▶ EXERCISE REQUIREMENTS
Write out all of the records exactly once more and skip the images.

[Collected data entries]
*** Begin section ***

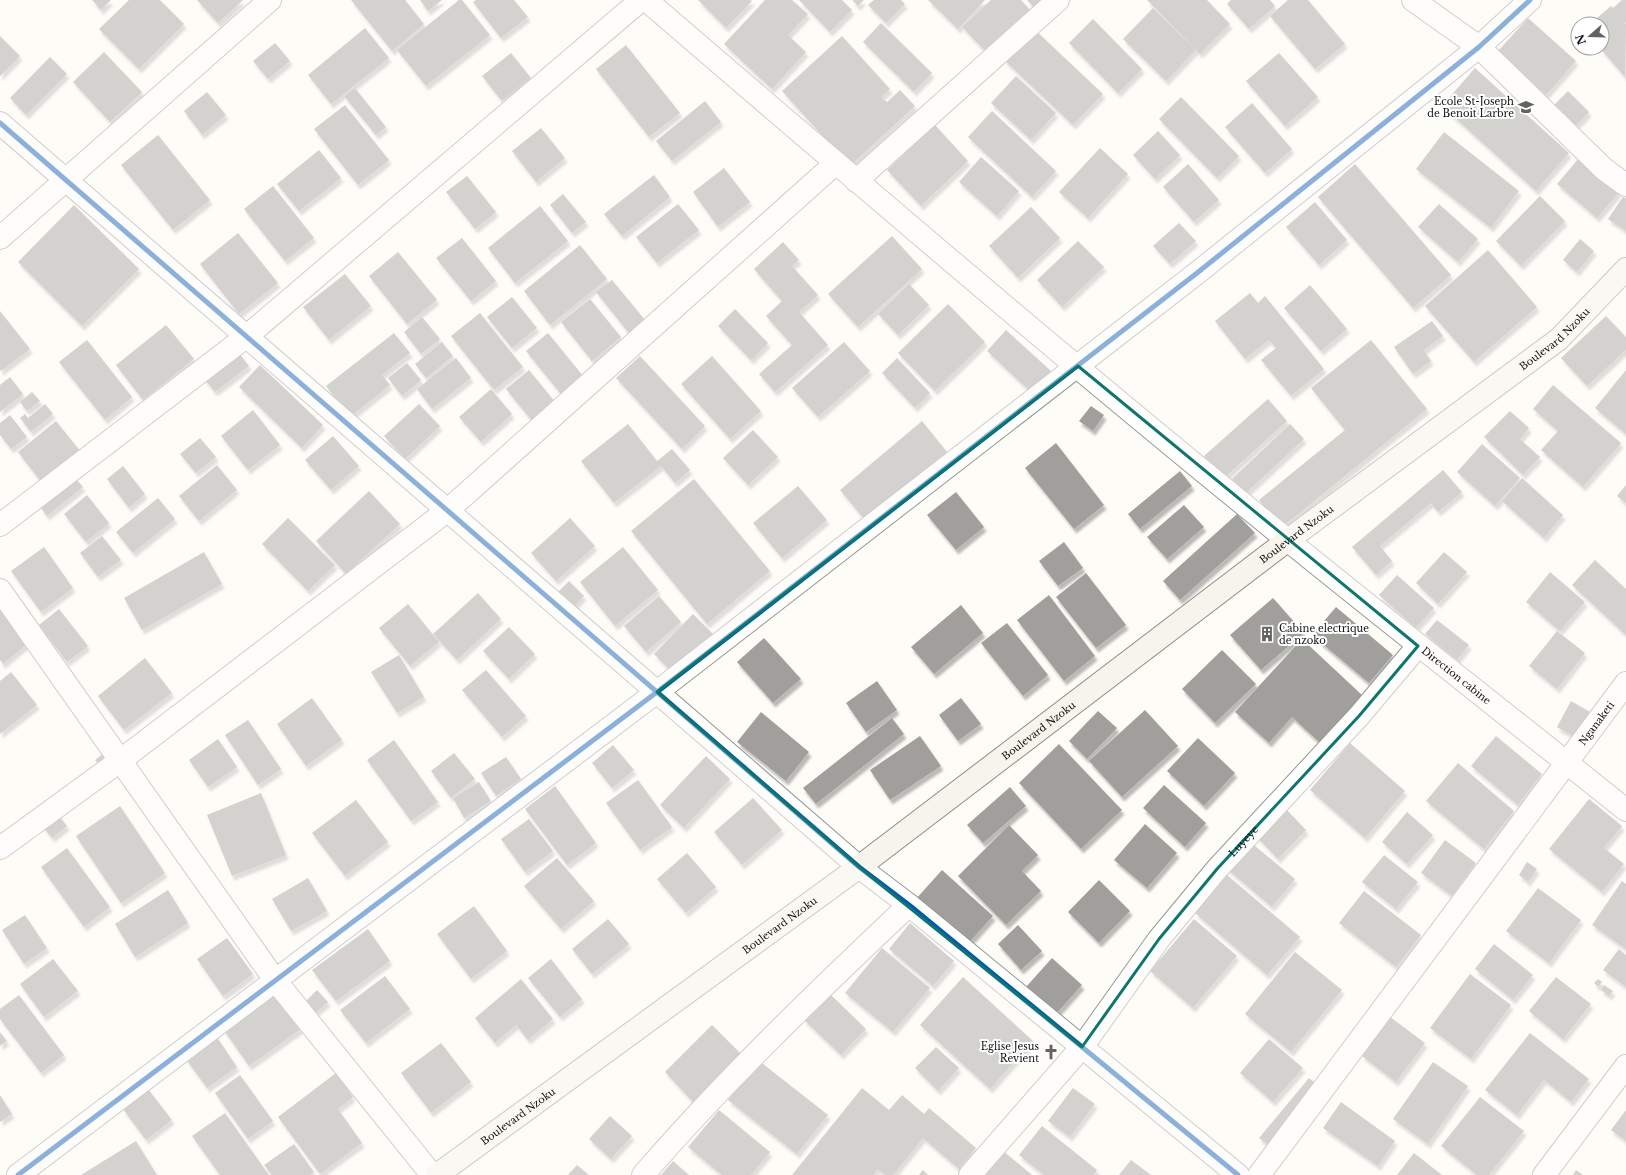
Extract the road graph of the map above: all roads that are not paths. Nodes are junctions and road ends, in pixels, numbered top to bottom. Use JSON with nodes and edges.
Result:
{"nodes":[{"id":1,"x":270,"y":0,"type":"edge"},
{"id":2,"x":642,"y":0,"type":"edge"},
{"id":3,"x":646,"y":0,"type":"edge"},
{"id":4,"x":1058,"y":0,"type":"edge"},
{"id":5,"x":1413,"y":0,"type":"edge"},
{"id":6,"x":1530,"y":0,"type":"edge"},
{"id":7,"x":1479,"y":46,"type":"junction"},
{"id":8,"x":0,"y":123,"type":"edge"},
{"id":9,"x":836,"y":162,"type":"junction"},
{"id":10,"x":66,"y":180,"type":"junction"},
{"id":11,"x":856,"y":181,"type":"junction"},
{"id":12,"x":1626,"y":185,"type":"edge"},
{"id":13,"x":0,"y":238,"type":"edge"},
{"id":14,"x":1626,"y":269,"type":"edge"},
{"id":15,"x":247,"y":336,"type":"junction"},
{"id":16,"x":1078,"y":366,"type":"junction"},
{"id":17,"x":448,"y":510,"type":"junction"},
{"id":18,"x":0,"y":525,"type":"edge"},
{"id":19,"x":1288,"y":540,"type":"junction"},
{"id":20,"x":0,"y":590,"type":"edge"},
{"id":21,"x":1418,"y":646,"type":"junction"},
{"id":22,"x":1626,"y":683,"type":"edge"},
{"id":23,"x":657,"y":692,"type":"junction"},
{"id":24,"x":121,"y":760,"type":"junction"},
{"id":25,"x":1567,"y":763,"type":"junction"},
{"id":26,"x":1626,"y":810,"type":"edge"},
{"id":27,"x":0,"y":848,"type":"edge"},
{"id":28,"x":859,"y":867,"type":"junction"},
{"id":29,"x":909,"y":906,"type":"junction"},
{"id":30,"x":275,"y":980,"type":"junction"},
{"id":31,"x":1082,"y":1046,"type":"junction"},
{"id":32,"x":1626,"y":1066,"type":"edge"},
{"id":33,"x":18,"y":1175,"type":"edge"},
{"id":34,"x":432,"y":1175,"type":"edge"},
{"id":35,"x":437,"y":1175,"type":"edge"},
{"id":36,"x":643,"y":1175,"type":"edge"},
{"id":37,"x":970,"y":1175,"type":"edge"},
{"id":38,"x":1238,"y":1175,"type":"edge"},
{"id":39,"x":1259,"y":1175,"type":"edge"},
{"id":40,"x":1544,"y":1175,"type":"edge"}],
"edges":[{"from":1,"to":10,"type":"street"},
{"from":2,"to":15,"type":"street"},
{"from":3,"to":9,"type":"street","name":"Direction cabine"},
{"from":4,"to":11,"type":"street"},
{"from":5,"to":7,"type":"street"},
{"from":6,"to":7,"type":"street"},
{"from":7,"to":12,"type":"street"},
{"from":7,"to":16,"type":"street"},
{"from":8,"to":10,"type":"street"},
{"from":9,"to":11,"type":"street","name":"Direction cabine"},
{"from":9,"to":17,"type":"street"},
{"from":10,"to":13,"type":"street"},
{"from":10,"to":15,"type":"street"},
{"from":11,"to":16,"type":"street","name":"Direction cabine"},
{"from":14,"to":19,"type":"street","name":"Boulevard Nzoku"},
{"from":15,"to":17,"type":"street"},
{"from":15,"to":18,"type":"street"},
{"from":16,"to":19,"type":"street","name":"Direction cabine"},
{"from":16,"to":23,"type":"street"},
{"from":17,"to":23,"type":"street"},
{"from":17,"to":24,"type":"street"},
{"from":19,"to":21,"type":"street","name":"Direction cabine"},
{"from":19,"to":28,"type":"street","name":"Boulevard Nzoku"},
{"from":20,"to":24,"type":"street"},
{"from":21,"to":25,"type":"street","name":"Direction cabine"},
{"from":21,"to":31,"type":"street","name":"Luyeye"},
{"from":22,"to":25,"type":"street","name":"Nganaketi"},
{"from":23,"to":28,"type":"street"},
{"from":23,"to":30,"type":"street"},
{"from":24,"to":27,"type":"street"},
{"from":24,"to":30,"type":"street"},
{"from":25,"to":26,"type":"street","name":"Direction cabine"},
{"from":25,"to":39,"type":"street","name":"Nganaketi"},
{"from":28,"to":29,"type":"street"},
{"from":28,"to":35,"type":"street","name":"Boulevard Nzoku"},
{"from":29,"to":31,"type":"street"},
{"from":29,"to":36,"type":"street"},
{"from":30,"to":33,"type":"street"},
{"from":30,"to":34,"type":"street"},
{"from":31,"to":37,"type":"street","name":"Luyeye"},
{"from":31,"to":38,"type":"street"},
{"from":32,"to":40,"type":"street"}]}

*** End section ***

▶ EXPECTED ANSWER
Extract the road graph of the map above: all roads that are not paths. Nodes are junctions and road ends, in pixels, numbered top to bottom. Use JSON with nodes and edges.
Result:
{"nodes":[{"id":1,"x":270,"y":0,"type":"edge"},
{"id":2,"x":642,"y":0,"type":"edge"},
{"id":3,"x":646,"y":0,"type":"edge"},
{"id":4,"x":1058,"y":0,"type":"edge"},
{"id":5,"x":1413,"y":0,"type":"edge"},
{"id":6,"x":1530,"y":0,"type":"edge"},
{"id":7,"x":1479,"y":46,"type":"junction"},
{"id":8,"x":0,"y":123,"type":"edge"},
{"id":9,"x":836,"y":162,"type":"junction"},
{"id":10,"x":66,"y":180,"type":"junction"},
{"id":11,"x":856,"y":181,"type":"junction"},
{"id":12,"x":1626,"y":185,"type":"edge"},
{"id":13,"x":0,"y":238,"type":"edge"},
{"id":14,"x":1626,"y":269,"type":"edge"},
{"id":15,"x":247,"y":336,"type":"junction"},
{"id":16,"x":1078,"y":366,"type":"junction"},
{"id":17,"x":448,"y":510,"type":"junction"},
{"id":18,"x":0,"y":525,"type":"edge"},
{"id":19,"x":1288,"y":540,"type":"junction"},
{"id":20,"x":0,"y":590,"type":"edge"},
{"id":21,"x":1418,"y":646,"type":"junction"},
{"id":22,"x":1626,"y":683,"type":"edge"},
{"id":23,"x":657,"y":692,"type":"junction"},
{"id":24,"x":121,"y":760,"type":"junction"},
{"id":25,"x":1567,"y":763,"type":"junction"},
{"id":26,"x":1626,"y":810,"type":"edge"},
{"id":27,"x":0,"y":848,"type":"edge"},
{"id":28,"x":859,"y":867,"type":"junction"},
{"id":29,"x":909,"y":906,"type":"junction"},
{"id":30,"x":275,"y":980,"type":"junction"},
{"id":31,"x":1082,"y":1046,"type":"junction"},
{"id":32,"x":1626,"y":1066,"type":"edge"},
{"id":33,"x":18,"y":1175,"type":"edge"},
{"id":34,"x":432,"y":1175,"type":"edge"},
{"id":35,"x":437,"y":1175,"type":"edge"},
{"id":36,"x":643,"y":1175,"type":"edge"},
{"id":37,"x":970,"y":1175,"type":"edge"},
{"id":38,"x":1238,"y":1175,"type":"edge"},
{"id":39,"x":1259,"y":1175,"type":"edge"},
{"id":40,"x":1544,"y":1175,"type":"edge"}],
"edges":[{"from":1,"to":10,"type":"street"},
{"from":2,"to":15,"type":"street"},
{"from":3,"to":9,"type":"street","name":"Direction cabine"},
{"from":4,"to":11,"type":"street"},
{"from":5,"to":7,"type":"street"},
{"from":6,"to":7,"type":"street"},
{"from":7,"to":12,"type":"street"},
{"from":7,"to":16,"type":"street"},
{"from":8,"to":10,"type":"street"},
{"from":9,"to":11,"type":"street","name":"Direction cabine"},
{"from":9,"to":17,"type":"street"},
{"from":10,"to":13,"type":"street"},
{"from":10,"to":15,"type":"street"},
{"from":11,"to":16,"type":"street","name":"Direction cabine"},
{"from":14,"to":19,"type":"street","name":"Boulevard Nzoku"},
{"from":15,"to":17,"type":"street"},
{"from":15,"to":18,"type":"street"},
{"from":16,"to":19,"type":"street","name":"Direction cabine"},
{"from":16,"to":23,"type":"street"},
{"from":17,"to":23,"type":"street"},
{"from":17,"to":24,"type":"street"},
{"from":19,"to":21,"type":"street","name":"Direction cabine"},
{"from":19,"to":28,"type":"street","name":"Boulevard Nzoku"},
{"from":20,"to":24,"type":"street"},
{"from":21,"to":25,"type":"street","name":"Direction cabine"},
{"from":21,"to":31,"type":"street","name":"Luyeye"},
{"from":22,"to":25,"type":"street","name":"Nganaketi"},
{"from":23,"to":28,"type":"street"},
{"from":23,"to":30,"type":"street"},
{"from":24,"to":27,"type":"street"},
{"from":24,"to":30,"type":"street"},
{"from":25,"to":26,"type":"street","name":"Direction cabine"},
{"from":25,"to":39,"type":"street","name":"Nganaketi"},
{"from":28,"to":29,"type":"street"},
{"from":28,"to":35,"type":"street","name":"Boulevard Nzoku"},
{"from":29,"to":31,"type":"street"},
{"from":29,"to":36,"type":"street"},
{"from":30,"to":33,"type":"street"},
{"from":30,"to":34,"type":"street"},
{"from":31,"to":37,"type":"street","name":"Luyeye"},
{"from":31,"to":38,"type":"street"},
{"from":32,"to":40,"type":"street"}]}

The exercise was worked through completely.